There are five categories all with a 1-5 rating. 5 being the best 1 being the worst. A 25 would represent a perfect score. The categories are as follows:

Health: Grading the player’s ability to stay healthy and uninjured throughout the season.

Big Play: Grading the big play ability. By this I mean the player’s game changing ability.

Dependability: Grading the player’s ability to be depended upon in tough situations. Example being the Lions depend on Golden Tate in 3rd down situations.

Smart Play: Grading the player based on their mistakes or lack there of. Including penalties, turnovers, and rookie mistakes.

Impact: Grading the players overall impact on the team and it’s success.

Here we go…..


Jan 4, 2015; Arlington, TX, USA; Detroit Lions defensive tackle Ndamukong Suh (90) reacts to Dallas Cowboys quarterback Tony Romo (9) during the first quarter in the NFC Wild Card Playoff Game at AT&T Stadium. Mandatory Credit: Tim Heitman-USA TODAY Sports

Health: Health has never been a problem for Suh (knock on wood) he has been able to maintain a healthy lifestyle and trains like no other in the offseason.

Grade: 5

Big Play: When it comes to big plays look no further than Ndamukong Suh. This season Suh was a force to be reckoned with. He manages to leave his mark on virtually every play on defense. He just has a knack of making the play when Lions most need it. However there were some misses along the way.

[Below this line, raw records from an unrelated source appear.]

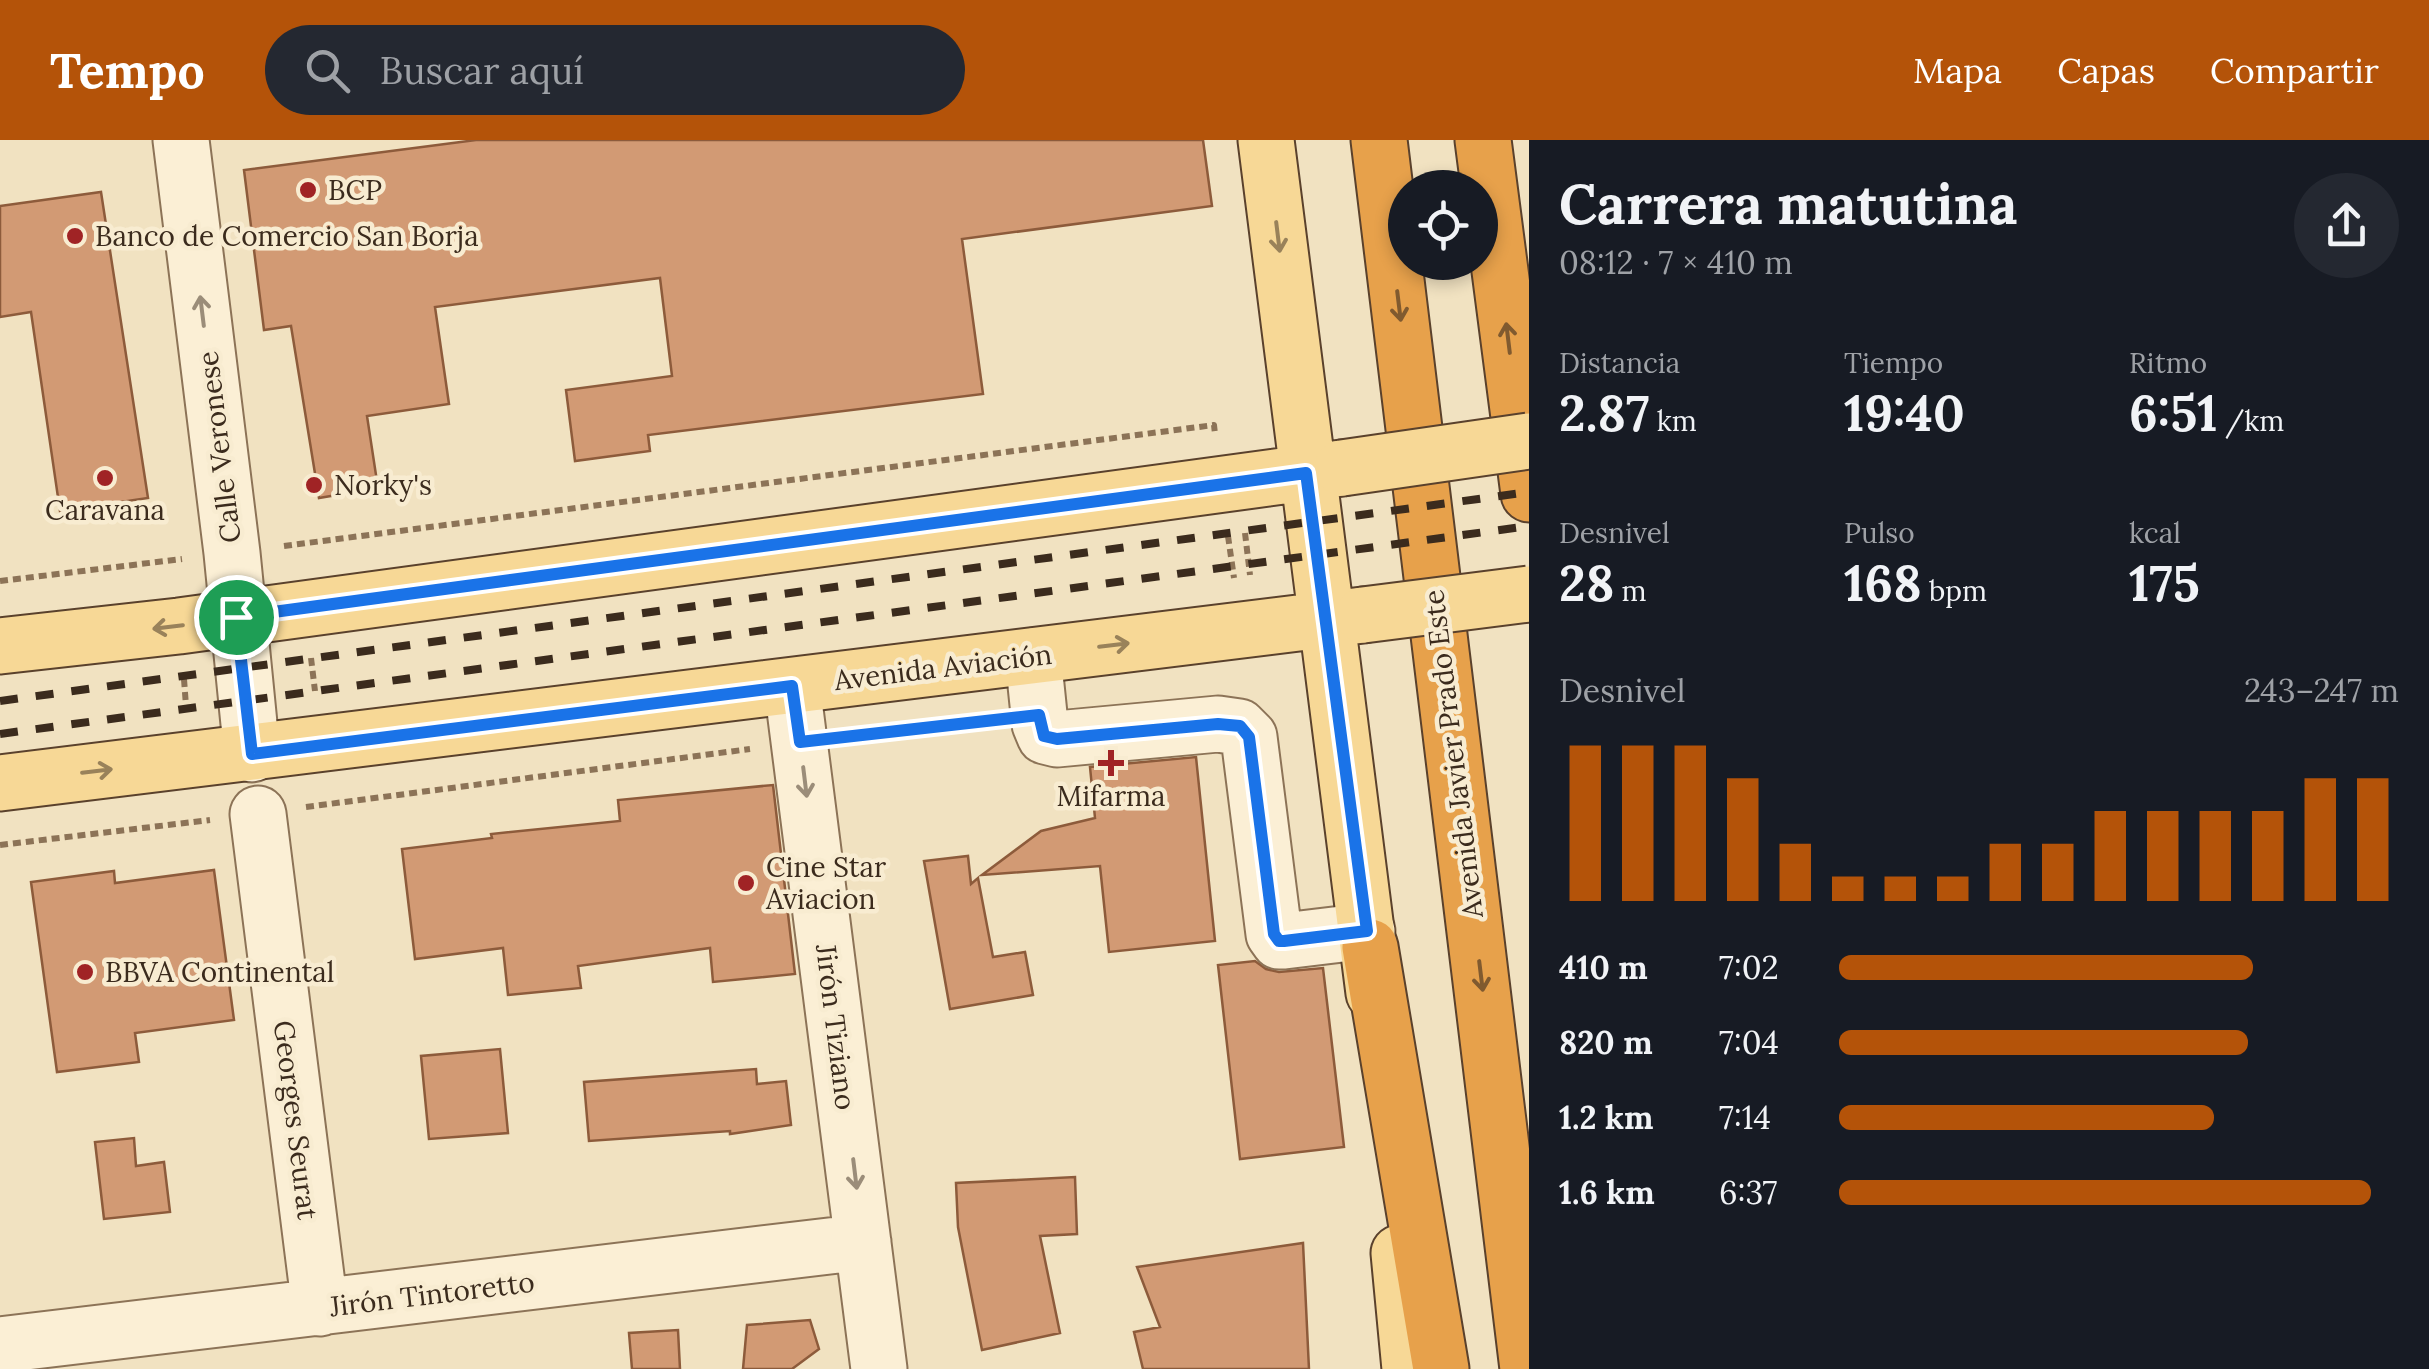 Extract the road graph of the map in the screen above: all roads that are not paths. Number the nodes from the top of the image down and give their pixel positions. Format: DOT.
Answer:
graph roads {
  1 [pos="181,140"];
  2 [pos="1266,140"];
  3 [pos="1378,140"];
  4 [pos="1483,140"];
  5 [pos="1505,140"];
  6 [pos="1487,170"];
  7 [pos="1497,170"];
  8 [pos="1498,255"];
  9 [pos="1529,441"];
  10 [pos="1324,470"];
  11 [pos="1529,494"];
  12 [pos="1529,594"];
  13 [pos="236,617"];
  14 [pos="1344,617"];
  15 [pos="0,646"];
  16 [pos="1033,656"];
  17 [pos="792,686"];
  18 [pos="252,754"];
  19 [pos="0,783"];
  20 [pos="258,814"];
  21 [pos="1368,939"];
  22 [pos="863,1242"];
  23 [pos="320,1308"];
  24 [pos="0,1345"];
  25 [pos="879,1369"];
  26 [pos="1410,1369"];
  27 [pos="1441,1369"];
  28 [pos="1528,1369"];
  13 -- 1 [label="street, Calle Veronese, one-way"];
  2 -- 10 [label="main road, one-way"];
  3 -- 28 [label="highway, Avenida Javier Prado Este, one-way"];
  4 -- 6 [label="highway"];
  5 -- 7 [label="highway"];
  11 -- 8 [label="highway, one-way"];
  9 -- 10 [label="main road, bridge"];
  10 -- 13 [label="main road"];
  10 -- 14 [label="main road"];
  12 -- 14 [label="main road, Avenida Aviación, bridge"];
  13 -- 15 [label="main road, one-way"];
  13 -- 18 [label="street, Calle Veronese"];
  16 -- 14 [label="main road, Avenida Aviación, one-way"];
  14 -- 21 [label="main road"];
  16 -- 17 [label="main road, Avenida Aviación"];
  16 -- 21 [label="street"];
  17 -- 18 [label="main road, Avenida Aviación"];
  17 -- 22 [label="street, Jirón Tiziano, one-way"];
  19 -- 18 [label="main road, Avenida Aviación, one-way"];
  20 -- 23 [label="street, Georges Seurat"];
  21 -- 26 [label="main road"];
  21 -- 27 [label="highway"];
  22 -- 23 [label="street, Jirón Tintoretto"];
  22 -- 25 [label="street, Jirón Tiziano"];
  23 -- 24 [label="street, Jirón Tintoretto"];
}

Dependability: The Lions depend on Suh to be the anchor of the defense. Every piece flows through him. He did not disappoint. In a contract year Suh put out a Pro Bowl year that included 53 tackles and 8.5 sacks. But unfortunately there were some harsh mistakes that will affect this grade and the  next one.

Grade: 4

Smart Play: This is where a lot of Lions will file their yearly Suh complaints. Once again this year Suh found himself in the NFL dog house. Whether it was going overkill on Josh Mccown or the infamous ankle stomp, Suh was in the headlines for being “dirty” While Suh was not fined for that hit on Mccown, he certainly   broke the bank with the latter of the two. It doesn’t matter which side of the fence you are on with Suh. The narrative is and will always be that he is dirty. I personally don’t find it true. But Suh sure does find a way to make the argument hard on Lions fans every year.


Impact: There is no question that Suh is the most impactful player on the Lions defense. Teams game plan specifically for Suh and still can’t find a way to stop him. He makes every guy on the defensive side of the ball better by being around. Want to argue that point? Go ahead. But don’t pretend  you don’t feel a horrible feeling in the pit of your stomach every time Suh and free agency are mentioned in the same sentence. The Lions need to do  whatever they have to do to keep Suh. Have a garage sale, take pop cans back to the store, mow Mrs. Bea’s yard, sell blood. Whatever it takes.